What to do: The expected output is every entry that follows, reproduced exactly.

Excerpts from a dataset
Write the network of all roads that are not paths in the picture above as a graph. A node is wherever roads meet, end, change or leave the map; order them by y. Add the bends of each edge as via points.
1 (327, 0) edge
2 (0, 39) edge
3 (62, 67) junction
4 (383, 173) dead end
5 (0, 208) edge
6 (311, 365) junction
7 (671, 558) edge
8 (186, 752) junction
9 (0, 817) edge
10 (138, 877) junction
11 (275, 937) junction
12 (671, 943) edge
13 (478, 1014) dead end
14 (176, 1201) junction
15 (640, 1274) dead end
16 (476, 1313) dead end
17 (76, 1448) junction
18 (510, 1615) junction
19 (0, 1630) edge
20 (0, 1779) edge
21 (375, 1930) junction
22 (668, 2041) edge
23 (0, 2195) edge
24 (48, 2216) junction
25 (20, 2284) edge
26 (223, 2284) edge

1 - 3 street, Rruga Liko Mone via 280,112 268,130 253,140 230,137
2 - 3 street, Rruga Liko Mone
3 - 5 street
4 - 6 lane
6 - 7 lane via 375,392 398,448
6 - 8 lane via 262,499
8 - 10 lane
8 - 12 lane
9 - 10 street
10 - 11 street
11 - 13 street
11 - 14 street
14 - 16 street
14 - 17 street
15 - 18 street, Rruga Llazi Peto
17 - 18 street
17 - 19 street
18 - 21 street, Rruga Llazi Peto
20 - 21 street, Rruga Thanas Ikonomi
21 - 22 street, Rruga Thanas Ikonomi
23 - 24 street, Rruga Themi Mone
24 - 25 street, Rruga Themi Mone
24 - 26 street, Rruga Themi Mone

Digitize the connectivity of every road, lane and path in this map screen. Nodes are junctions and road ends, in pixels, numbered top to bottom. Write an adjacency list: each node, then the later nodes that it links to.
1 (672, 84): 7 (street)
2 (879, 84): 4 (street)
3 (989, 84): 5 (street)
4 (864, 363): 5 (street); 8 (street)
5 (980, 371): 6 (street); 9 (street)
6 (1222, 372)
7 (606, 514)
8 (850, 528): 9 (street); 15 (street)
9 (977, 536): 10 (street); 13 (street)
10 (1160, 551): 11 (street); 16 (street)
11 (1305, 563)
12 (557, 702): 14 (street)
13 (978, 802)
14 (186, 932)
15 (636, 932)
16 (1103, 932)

Result below:
Write the network of all roads that are not paths in the picture above as a graph. A node is wherever roads meet, end, change or leave the map; order them by y. Add the bends of each edge as via points.
1 (327, 0) edge
2 (0, 39) edge
3 (62, 67) junction
4 (383, 173) dead end
5 (0, 208) edge
6 (311, 365) junction
7 (671, 558) edge
8 (186, 752) junction
9 (0, 817) edge
10 (138, 877) junction
11 (275, 937) junction
12 (671, 943) edge
13 (478, 1014) dead end
14 (176, 1201) junction
15 (640, 1274) dead end
16 (476, 1313) dead end
17 (76, 1448) junction
18 (510, 1615) junction
19 (0, 1630) edge
20 (0, 1779) edge
21 (375, 1930) junction
22 (668, 2041) edge
23 (0, 2195) edge
24 (48, 2216) junction
25 (20, 2284) edge
26 (223, 2284) edge

1 - 3 street, Rruga Liko Mone via 280,112 268,130 253,140 230,137
2 - 3 street, Rruga Liko Mone
3 - 5 street
4 - 6 lane
6 - 7 lane via 375,392 398,448
6 - 8 lane via 262,499
8 - 10 lane
8 - 12 lane
9 - 10 street
10 - 11 street
11 - 13 street
11 - 14 street
14 - 16 street
14 - 17 street
15 - 18 street, Rruga Llazi Peto
17 - 18 street
17 - 19 street
18 - 21 street, Rruga Llazi Peto
20 - 21 street, Rruga Thanas Ikonomi
21 - 22 street, Rruga Thanas Ikonomi
23 - 24 street, Rruga Themi Mone
24 - 25 street, Rruga Themi Mone
24 - 26 street, Rruga Themi Mone

Digitize the connectivity of every road, lane and path in this map screen. Nodes are junctions and road ends, in pixels, numbered top to bottom. Write an adjacency list: each node, then the later nodes that it links to.
1 (672, 84): 7 (street)
2 (879, 84): 4 (street)
3 (989, 84): 5 (street)
4 (864, 363): 5 (street); 8 (street)
5 (980, 371): 6 (street); 9 (street)
6 (1222, 372)
7 (606, 514)
8 (850, 528): 9 (street); 15 (street)
9 (977, 536): 10 (street); 13 (street)
10 (1160, 551): 11 (street); 16 (street)
11 (1305, 563)
12 (557, 702): 14 (street)
13 (978, 802)
14 (186, 932)
15 (636, 932)
16 (1103, 932)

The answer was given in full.